** Input for this task follows **
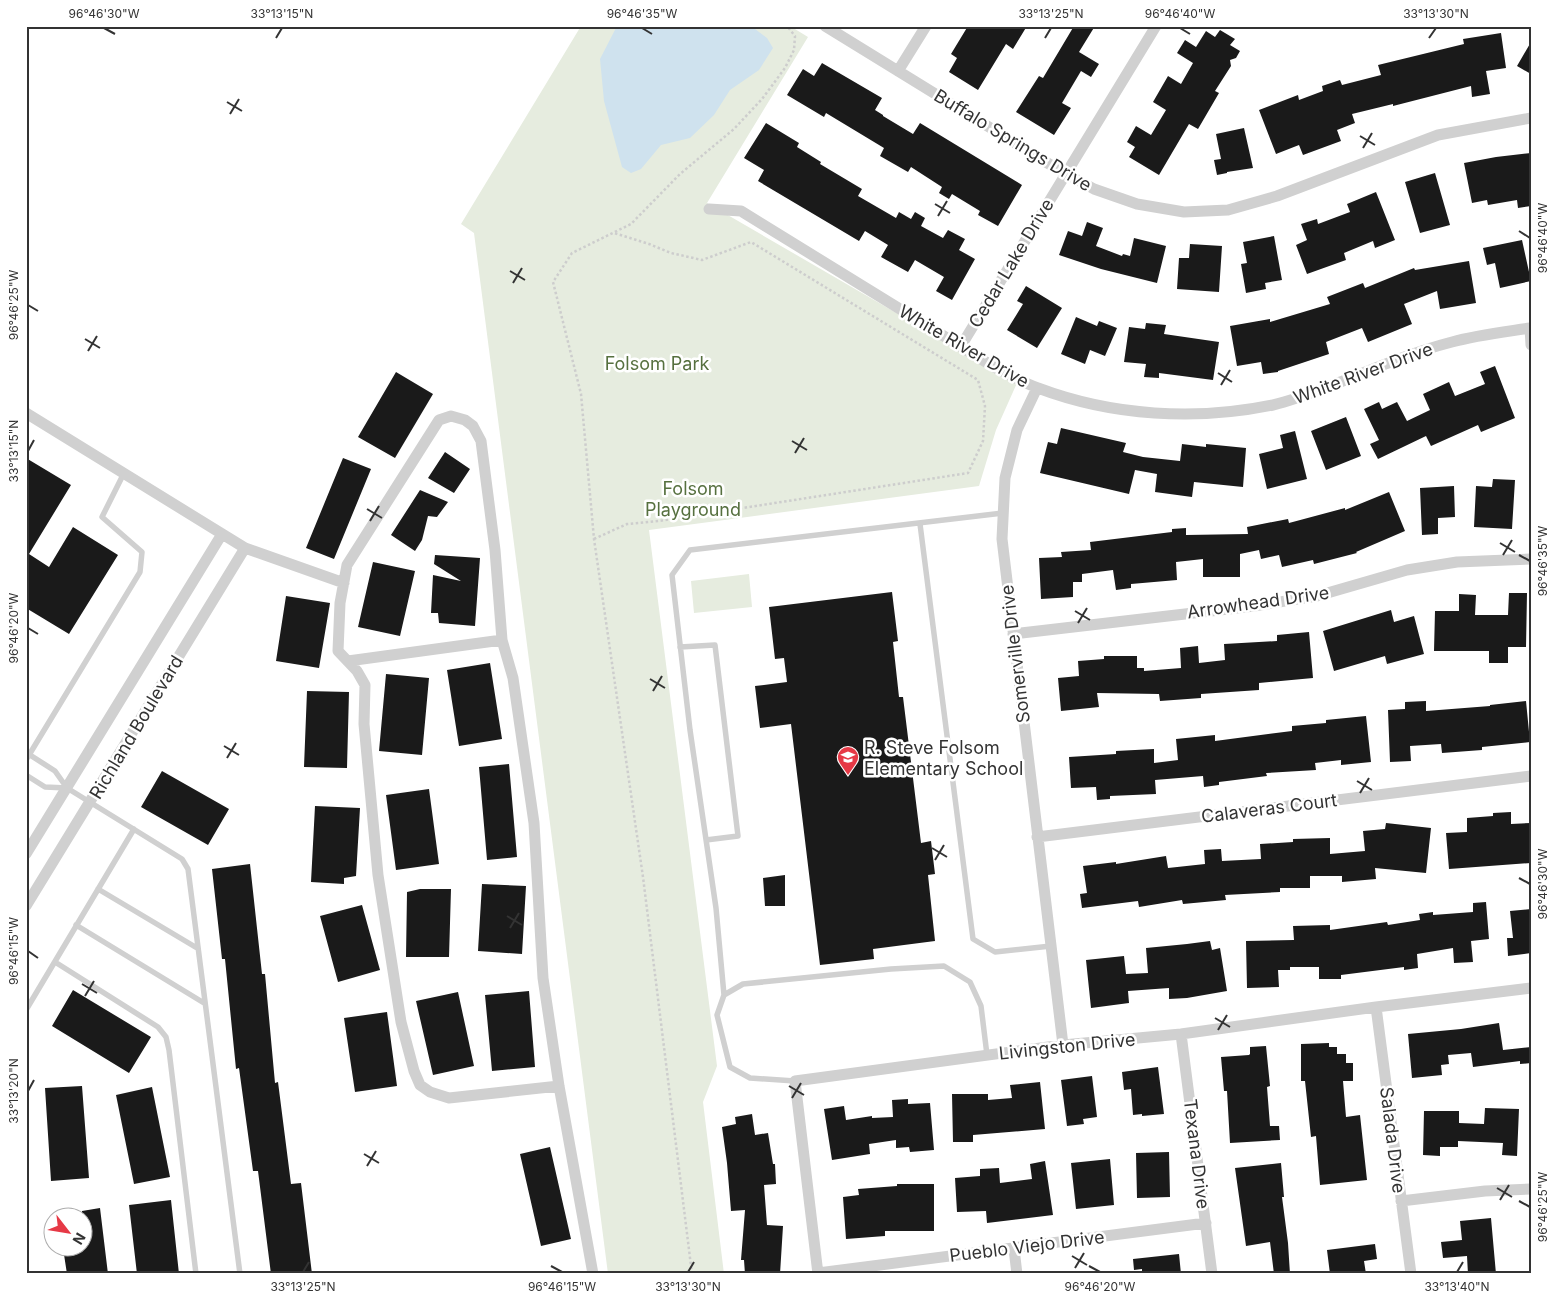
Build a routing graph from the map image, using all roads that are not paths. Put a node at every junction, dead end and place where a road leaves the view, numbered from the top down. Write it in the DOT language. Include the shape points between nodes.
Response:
graph roads {
  1 [pos="825,26"];
  2 [pos="926,26"];
  3 [pos="1156,26"];
  4 [pos="898,71"];
  5 [pos="1531,118"];
  6 [pos="1066,173"];
  7 [pos="708,209"];
  8 [pos="1530,328"];
  9 [pos="1531,345"];
  10 [pos="961,346"];
  11 [pos="1037,388"];
  12 [pos="26,413"];
  13 [pos="124,473"];
  14 [pos="1003,513"];
  15 [pos="920,524"];
  16 [pos="222,534"];
  17 [pos="245,548"];
  18 [pos="1531,559"];
  19 [pos="344,583"];
  20 [pos="1013,634"];
  21 [pos="502,640"];
  22 [pos="680,647"];
  23 [pos="348,661"];
  24 [pos="28,758"];
  25 [pos="26,775"];
  26 [pos="1531,776"];
  27 [pos="67,788"];
  28 [pos="90,801"];
  29 [pos="134,829"];
  30 [pos="1038,837"];
  31 [pos="706,840"];
  32 [pos="26,854"];
  33 [pos="98,889"];
  34 [pos="26,906"];
  35 [pos="76,926"];
  36 [pos="1051,946"];
  37 [pos="197,948"];
  38 [pos="55,962"];
  39 [pos="1531,988"];
  40 [pos="724,995"];
  41 [pos="204,1003"];
  42 [pos="1376,1007"];
  43 [pos="26,1010"];
  44 [pos="1181,1034"];
  45 [pos="1063,1045"];
  46 [pos="987,1055"];
  47 [pos="795,1082"];
  48 [pos="559,1086"];
  49 [pos="1531,1189"];
  50 [pos="1401,1201"];
  51 [pos="1206,1223"];
  52 [pos="1014,1248"];
  53 [pos="26,1269"];
  54 [pos="818,1273"];
  55 [pos="27,1274"];
  56 [pos="196,1274"];
  57 [pos="240,1274"];
  58 [pos="593,1274"];
  59 [pos="1017,1274"];
  60 [pos="1212,1274"];
  61 [pos="1411,1274"];
  1 -- 4 [label="street, Buffalo Springs Drive"];
  2 -- 4 [label="street"];
  3 -- 6 [label="street, Cedar Lake Drive"];
  4 -- 6 [label="street, Buffalo Springs Drive"];
  5 -- 6 [label="street, Buffalo Springs Drive" via="1438,135 1276,196 1228,210 1184,212 1137,204 1094,189"];
  6 -- 10 [label="street, Cedar Lake Drive"];
  7 -- 10 [label="street, White River Drive" via="741,211"];
  8 -- 9 [label="street"];
  8 -- 11 [label="street, White River Drive" via="1452,341 1317,391 1275,404 1228,413 1139,412 1095,406"];
  10 -- 11 [label="street, White River Drive"];
  11 -- 14 [label="street, Somerville Drive" via="1016,430 1004,478"];
  12 -- 13 [label="street"];
  13 -- 16 [label="street"];
  13 -- 24 [label="lane" via="102,517 142,552 140,572"];
  14 -- 15 [label="lane"];
  14 -- 20 [label="street, Somerville Drive" via="1002,539"];
  15 -- 22 [label="lane" via="690,550 672,575"];
  15 -- 36 [label="lane" via="973,939 995,952"];
  16 -- 17 [label="street"];
  16 -- 27 [label="street, Richland Boulevard"];
  17 -- 19 [label="street"];
  17 -- 28 [label="street, Richland Boulevard"];
  18 -- 20 [label="street, Arrowhead Drive" via="1457,562 1407,570 1317,596"];
  19 -- 21 [label="street" via="347,565 439,420 451,416 465,420 473,426 481,441"];
  19 -- 23 [label="street" via="338,651"];
  20 -- 30 [label="street, Somerville Drive"];
  21 -- 23 [label="street"];
  21 -- 48 [label="street" via="513,678 534,823 543,978"];
  22 -- 31 [label="lane"];
  22 -- 31 [label="lane" via="715,645 738,836"];
  23 -- 48 [label="street" via="365,685 364,724 378,875 401,1022 420,1085 450,1098"];
  24 -- 27 [label="lane" via="55,771"];
  25 -- 27 [label="lane" via="44,787"];
  26 -- 30 [label="street, Calaveras Court"];
  27 -- 28 [label="lane"];
  27 -- 32 [label="street, Richland Boulevard"];
  28 -- 29 [label="lane"];
  28 -- 34 [label="street, Richland Boulevard"];
  29 -- 33 [label="lane"];
  29 -- 37 [label="lane" via="182,859 188,869"];
  30 -- 36 [label="street, Somerville Drive"];
  31 -- 40 [label="lane"];
  33 -- 35 [label="lane"];
  33 -- 37 [label="lane"];
  35 -- 38 [label="lane"];
  35 -- 41 [label="lane"];
  36 -- 45 [label="street, Somerville Drive"];
  37 -- 41 [label="lane"];
  38 -- 43 [label="lane"];
  38 -- 56 [label="lane" via="158,1027 166,1037"];
  39 -- 42 [label="street, Livingston Drive"];
  40 -- 46 [label="lane" via="744,984 944,966 970,982 978,998"];
  40 -- 47 [label="lane" via="717,1015 730,1067 750,1078"];
  41 -- 57 [label="lane"];
  42 -- 44 [label="street, Livingston Drive"];
  42 -- 50 [label="street, Salada Drive"];
  44 -- 45 [label="street, Livingston Drive"];
  44 -- 51 [label="street, Texana Drive"];
  45 -- 46 [label="street, Livingston Drive"];
  46 -- 47 [label="street, Livingston Drive"];
  47 -- 54 [label="street"];
  48 -- 58 [label="street"];
  49 -- 50 [label="street"];
  50 -- 61 [label="street, Salada Drive"];
  51 -- 52 [label="street, Pueblo Viejo Drive"];
  51 -- 60 [label="street, Texana Drive"];
  52 -- 54 [label="street, Pueblo Viejo Drive"];
  52 -- 59 [label="street"];
  53 -- 55 [label="lane"];
}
** End of Input for this task **
## What is expected
Write out each entry above once more, exactly as written, and drop the pictures.

## Final answer
Build a routing graph from the map image, using all roads that are not paths. Put a node at every junction, dead end and place where a road leaves the view, numbered from the top down. Write it in the DOT language. Include the shape points between nodes.
Response:
graph roads {
  1 [pos="825,26"];
  2 [pos="926,26"];
  3 [pos="1156,26"];
  4 [pos="898,71"];
  5 [pos="1531,118"];
  6 [pos="1066,173"];
  7 [pos="708,209"];
  8 [pos="1530,328"];
  9 [pos="1531,345"];
  10 [pos="961,346"];
  11 [pos="1037,388"];
  12 [pos="26,413"];
  13 [pos="124,473"];
  14 [pos="1003,513"];
  15 [pos="920,524"];
  16 [pos="222,534"];
  17 [pos="245,548"];
  18 [pos="1531,559"];
  19 [pos="344,583"];
  20 [pos="1013,634"];
  21 [pos="502,640"];
  22 [pos="680,647"];
  23 [pos="348,661"];
  24 [pos="28,758"];
  25 [pos="26,775"];
  26 [pos="1531,776"];
  27 [pos="67,788"];
  28 [pos="90,801"];
  29 [pos="134,829"];
  30 [pos="1038,837"];
  31 [pos="706,840"];
  32 [pos="26,854"];
  33 [pos="98,889"];
  34 [pos="26,906"];
  35 [pos="76,926"];
  36 [pos="1051,946"];
  37 [pos="197,948"];
  38 [pos="55,962"];
  39 [pos="1531,988"];
  40 [pos="724,995"];
  41 [pos="204,1003"];
  42 [pos="1376,1007"];
  43 [pos="26,1010"];
  44 [pos="1181,1034"];
  45 [pos="1063,1045"];
  46 [pos="987,1055"];
  47 [pos="795,1082"];
  48 [pos="559,1086"];
  49 [pos="1531,1189"];
  50 [pos="1401,1201"];
  51 [pos="1206,1223"];
  52 [pos="1014,1248"];
  53 [pos="26,1269"];
  54 [pos="818,1273"];
  55 [pos="27,1274"];
  56 [pos="196,1274"];
  57 [pos="240,1274"];
  58 [pos="593,1274"];
  59 [pos="1017,1274"];
  60 [pos="1212,1274"];
  61 [pos="1411,1274"];
  1 -- 4 [label="street, Buffalo Springs Drive"];
  2 -- 4 [label="street"];
  3 -- 6 [label="street, Cedar Lake Drive"];
  4 -- 6 [label="street, Buffalo Springs Drive"];
  5 -- 6 [label="street, Buffalo Springs Drive" via="1438,135 1276,196 1228,210 1184,212 1137,204 1094,189"];
  6 -- 10 [label="street, Cedar Lake Drive"];
  7 -- 10 [label="street, White River Drive" via="741,211"];
  8 -- 9 [label="street"];
  8 -- 11 [label="street, White River Drive" via="1452,341 1317,391 1275,404 1228,413 1139,412 1095,406"];
  10 -- 11 [label="street, White River Drive"];
  11 -- 14 [label="street, Somerville Drive" via="1016,430 1004,478"];
  12 -- 13 [label="street"];
  13 -- 16 [label="street"];
  13 -- 24 [label="lane" via="102,517 142,552 140,572"];
  14 -- 15 [label="lane"];
  14 -- 20 [label="street, Somerville Drive" via="1002,539"];
  15 -- 22 [label="lane" via="690,550 672,575"];
  15 -- 36 [label="lane" via="973,939 995,952"];
  16 -- 17 [label="street"];
  16 -- 27 [label="street, Richland Boulevard"];
  17 -- 19 [label="street"];
  17 -- 28 [label="street, Richland Boulevard"];
  18 -- 20 [label="street, Arrowhead Drive" via="1457,562 1407,570 1317,596"];
  19 -- 21 [label="street" via="347,565 439,420 451,416 465,420 473,426 481,441"];
  19 -- 23 [label="street" via="338,651"];
  20 -- 30 [label="street, Somerville Drive"];
  21 -- 23 [label="street"];
  21 -- 48 [label="street" via="513,678 534,823 543,978"];
  22 -- 31 [label="lane"];
  22 -- 31 [label="lane" via="715,645 738,836"];
  23 -- 48 [label="street" via="365,685 364,724 378,875 401,1022 420,1085 450,1098"];
  24 -- 27 [label="lane" via="55,771"];
  25 -- 27 [label="lane" via="44,787"];
  26 -- 30 [label="street, Calaveras Court"];
  27 -- 28 [label="lane"];
  27 -- 32 [label="street, Richland Boulevard"];
  28 -- 29 [label="lane"];
  28 -- 34 [label="street, Richland Boulevard"];
  29 -- 33 [label="lane"];
  29 -- 37 [label="lane" via="182,859 188,869"];
  30 -- 36 [label="street, Somerville Drive"];
  31 -- 40 [label="lane"];
  33 -- 35 [label="lane"];
  33 -- 37 [label="lane"];
  35 -- 38 [label="lane"];
  35 -- 41 [label="lane"];
  36 -- 45 [label="street, Somerville Drive"];
  37 -- 41 [label="lane"];
  38 -- 43 [label="lane"];
  38 -- 56 [label="lane" via="158,1027 166,1037"];
  39 -- 42 [label="street, Livingston Drive"];
  40 -- 46 [label="lane" via="744,984 944,966 970,982 978,998"];
  40 -- 47 [label="lane" via="717,1015 730,1067 750,1078"];
  41 -- 57 [label="lane"];
  42 -- 44 [label="street, Livingston Drive"];
  42 -- 50 [label="street, Salada Drive"];
  44 -- 45 [label="street, Livingston Drive"];
  44 -- 51 [label="street, Texana Drive"];
  45 -- 46 [label="street, Livingston Drive"];
  46 -- 47 [label="street, Livingston Drive"];
  47 -- 54 [label="street"];
  48 -- 58 [label="street"];
  49 -- 50 [label="street"];
  50 -- 61 [label="street, Salada Drive"];
  51 -- 52 [label="street, Pueblo Viejo Drive"];
  51 -- 60 [label="street, Texana Drive"];
  52 -- 54 [label="street, Pueblo Viejo Drive"];
  52 -- 59 [label="street"];
  53 -- 55 [label="lane"];
}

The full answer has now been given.